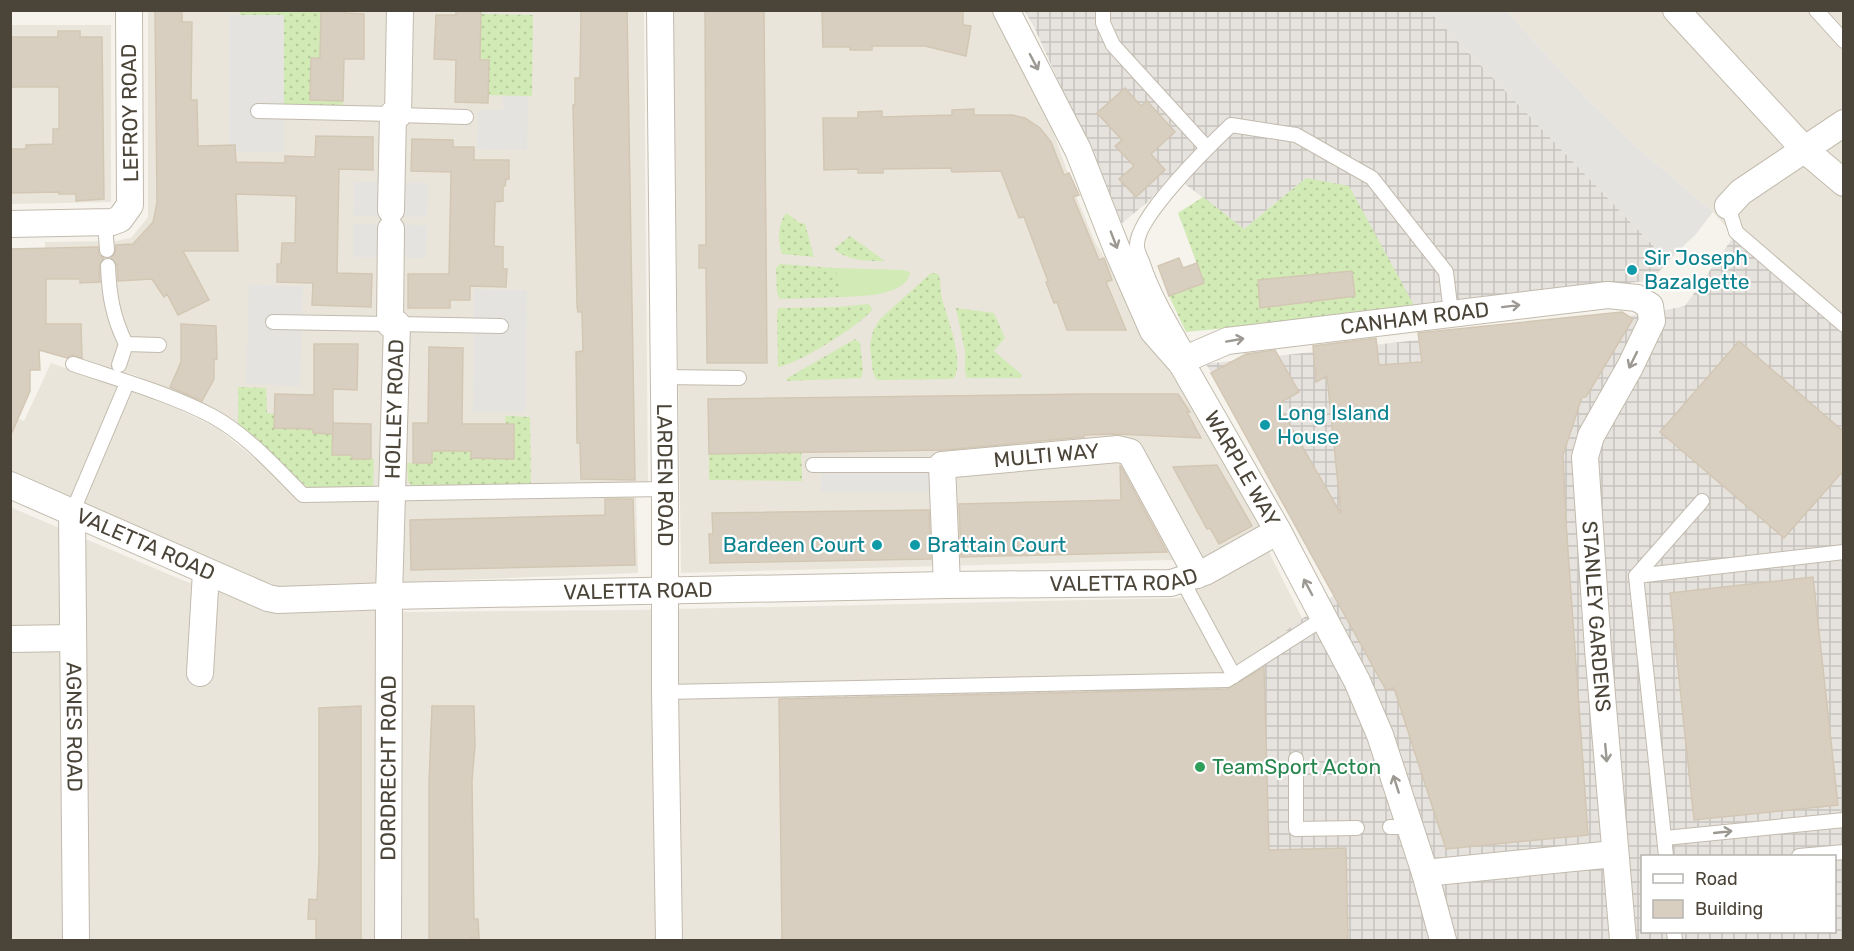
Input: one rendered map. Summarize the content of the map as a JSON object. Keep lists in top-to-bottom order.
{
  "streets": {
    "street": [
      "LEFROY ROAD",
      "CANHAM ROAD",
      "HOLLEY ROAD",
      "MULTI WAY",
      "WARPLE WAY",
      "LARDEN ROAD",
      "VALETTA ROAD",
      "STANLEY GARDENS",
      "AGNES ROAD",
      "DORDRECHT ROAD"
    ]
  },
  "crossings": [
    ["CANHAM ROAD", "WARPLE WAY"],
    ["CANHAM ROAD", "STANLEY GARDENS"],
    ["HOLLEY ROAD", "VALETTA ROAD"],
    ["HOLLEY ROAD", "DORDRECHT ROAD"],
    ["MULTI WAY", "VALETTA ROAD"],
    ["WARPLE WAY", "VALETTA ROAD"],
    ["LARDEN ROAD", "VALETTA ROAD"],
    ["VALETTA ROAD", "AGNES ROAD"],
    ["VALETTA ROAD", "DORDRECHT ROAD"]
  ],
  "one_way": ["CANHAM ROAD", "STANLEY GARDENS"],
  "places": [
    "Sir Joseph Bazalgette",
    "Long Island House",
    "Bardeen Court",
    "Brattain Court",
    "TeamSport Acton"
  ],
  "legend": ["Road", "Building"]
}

::::::::

How to complete this task: Tally the lines in the records that contain "GARDENS", then give only the tally.

Exercise output: 3